“What was the Sherlock Holmes principle? ‘Once you have discounted the impossible, then whatever remains, however improbable, must be the truth.’”
“I reject that entirely,” said Dirk sharply. “The impossible often has a kind of integrity to it which the merely improbable lacks. How often have you been presented with an apparently rational explanation of something that works in all respects other than one, which is just that it is hopelessly improbable? Your instinct is to say, ‘Yes, but he or she simply wouldn’t do that.’”
“Well, it happened to me today, in fact,” replied Kate.
“Ah, yes,” said Dirk, slapping the table and making the glasses jump. “Your girl in the wheelchair—a perfect example. The idea that she is somehow receiving yesterday’s stock market prices apparently out of thin air is merely impossible, and therefore must be the case, because the idea that she is maintaining an immensely complex and laborious hoax of no benefit to herself is hopelessly improbable. The first idea merely supposes that there is something we don’t know about, and God knows there are enough of those. The second, however, runs contrary to something fundamental and human which we do know about. We should therefore be very suspicious of it and all its specious rationality.”
-- Douglas Adams. The Long Dark Tea-Time of the Soul (1988) p.169
I can’t find the quote easily (it’s somewhere in God, No!), but Penn Jillette has said that one aspect of magic tricks is the magician putting in more work to set them up than anyone sane would expect.
I’m moderately sure that he’s overestimating how clearly the vast majority of people think about what’s needed to make a magic trick work.
Make the secret a lot more trouble than the trick seems
worth. You will be fooled by a trick if it involves more
time, money and practice than you (or any other sane
onlooker) would be willing to invest. My partner, Penn,
and I once produced 500 live cockroaches from a top hat on
the desk of talk-show host David Letterman. To prepare
this took weeks. We hired an entomologist who provided
slow-moving, camera-friendly cockroaches (the kind from
under your stove don’t hang around for close-ups) and
taught us to pick the bugs up without screaming like
preadolescent girls. Then we built a secret compartment
out of foam-core (one of the few materials cockroaches
can’t cling to) and worked out a devious routine for
sneaking the compartment into the hat. More trouble than
the trick was worth? To you, probably.
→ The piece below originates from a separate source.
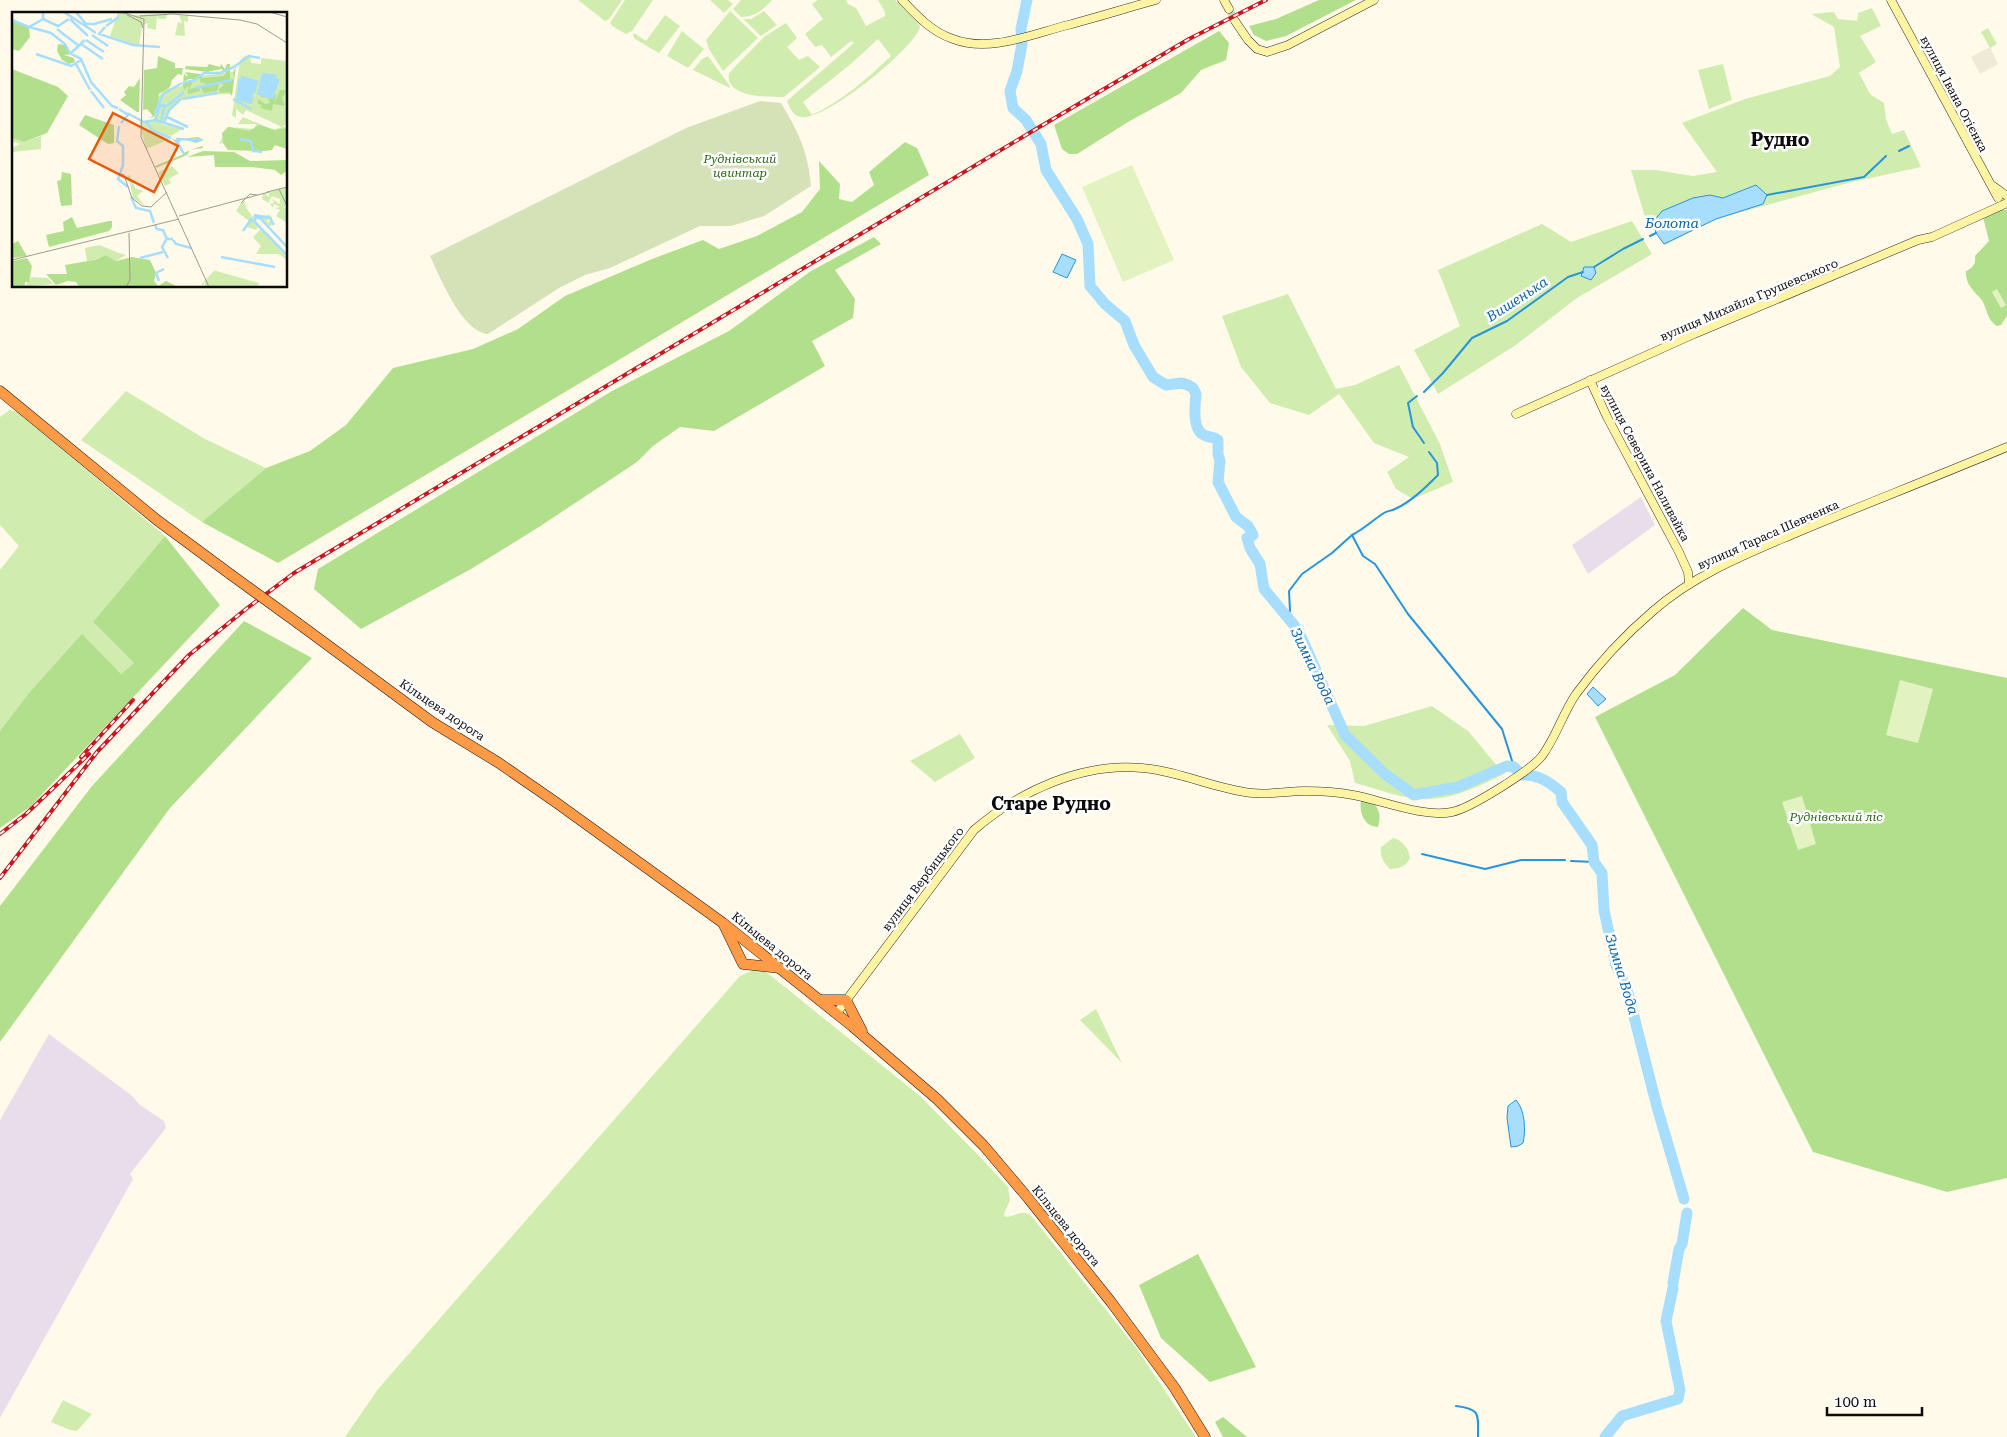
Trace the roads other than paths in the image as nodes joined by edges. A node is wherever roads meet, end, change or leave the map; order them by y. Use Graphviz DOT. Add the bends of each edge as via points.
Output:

But not to
magicians.
Edit: That trick is 19 minutes and 50 seconds into this video.
Yes, exactly the same idea. Partial versions of your quote have been postedtwice in LW already, and might have inspired me to post the Chesterton prior version, but I liked seeing the context for the Adams one that you provide.
Out of context, the quote makes much less sense; the specific example illustrates the point much better than the abstract description does.
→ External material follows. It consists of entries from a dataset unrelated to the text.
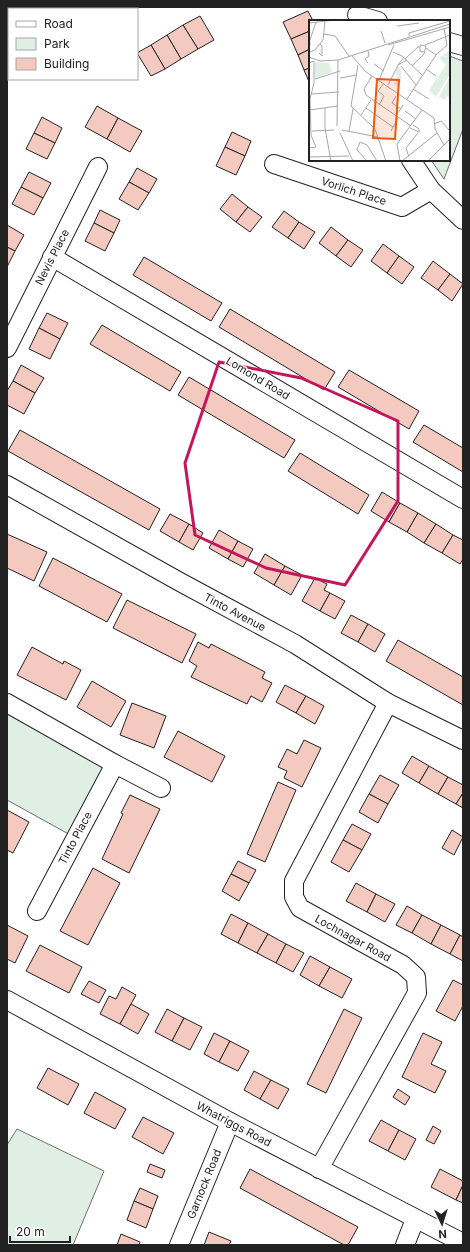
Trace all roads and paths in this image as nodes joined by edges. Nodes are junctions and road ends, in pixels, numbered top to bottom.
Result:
1 (355, 14) edge
2 (375, 20) edge
3 (450, 42) edge
4 (463, 46) edge
5 (412, 161) edge
6 (274, 164) dead end
7 (98, 167) dead end
8 (431, 190) junction
9 (463, 220) edge
10 (52, 257) junction
11 (7, 348) edge
12 (7, 485) edge
13 (463, 499) edge
14 (7, 703) edge
15 (388, 703) junction
16 (463, 740) edge
17 (115, 764) junction
18 (161, 788) dead end
19 (37, 911) dead end
20 (7, 1000) edge
21 (230, 1122) junction
22 (319, 1169) junction
23 (415, 1219) junction
24 (463, 1243) edge
25 (179, 1245) edge
26 (405, 1245) edge

1 - 2 street
3 - 4 street
5 - 8 street
6 - 8 street, Vorlich Place
7 - 10 street, Nevis Place
8 - 9 street
10 - 11 street, Nevis Place
10 - 13 street, Lomond Road
12 - 15 street, Tinto Avenue
14 - 17 street
15 - 16 street, Tinto Avenue
15 - 22 street, Lochnagar Road
17 - 18 street
17 - 19 street, Tinto Place
20 - 21 street, Whatriggs Road
21 - 22 street, Whatriggs Road
21 - 25 street, Garnock Road
22 - 23 street, Whatriggs Road
23 - 24 street, Whatriggs Road
23 - 26 street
Just for fun, which of the following extremely improbable events do you think is more likely to happen first: 1) The winning Mega Millions jackpot combination is 1-2-3-4-5-6 (Note that there are 175,711,536 possible combinations, and drawings are held twice a week.) 2) The Pope makes a public statement announcing his conversion to Islam (and isn’t joking).
Assuming that the 123456 winning must occur by legit random drawing (not a prank or a bug of some kind that is biased towards such a simple result) then I’d go for the Pope story as ]more likely to happen any given day in the present. After all, there have been historically many examples of highly ranked members of groups who sincerely defect to opposing groups, starting with St. Paul. But I confess I’m not very sure about this, and I’m too sleepy to think about the problem rigorously.
In the form you posed the question (“which is more likely to happen first”) it is much more difficult to answer because I’d have to evaluate how likely are institutions such as the lottery and the Catholic Church to persist in their current form for centuries or millennia.
In the form you posed the question (“which is more likely to happen first”) it is much more difficult to answer because I’d have to evaluate how likely are institutions such as the lottery and the Catholic Church to persist in their current form for centuries or millennia.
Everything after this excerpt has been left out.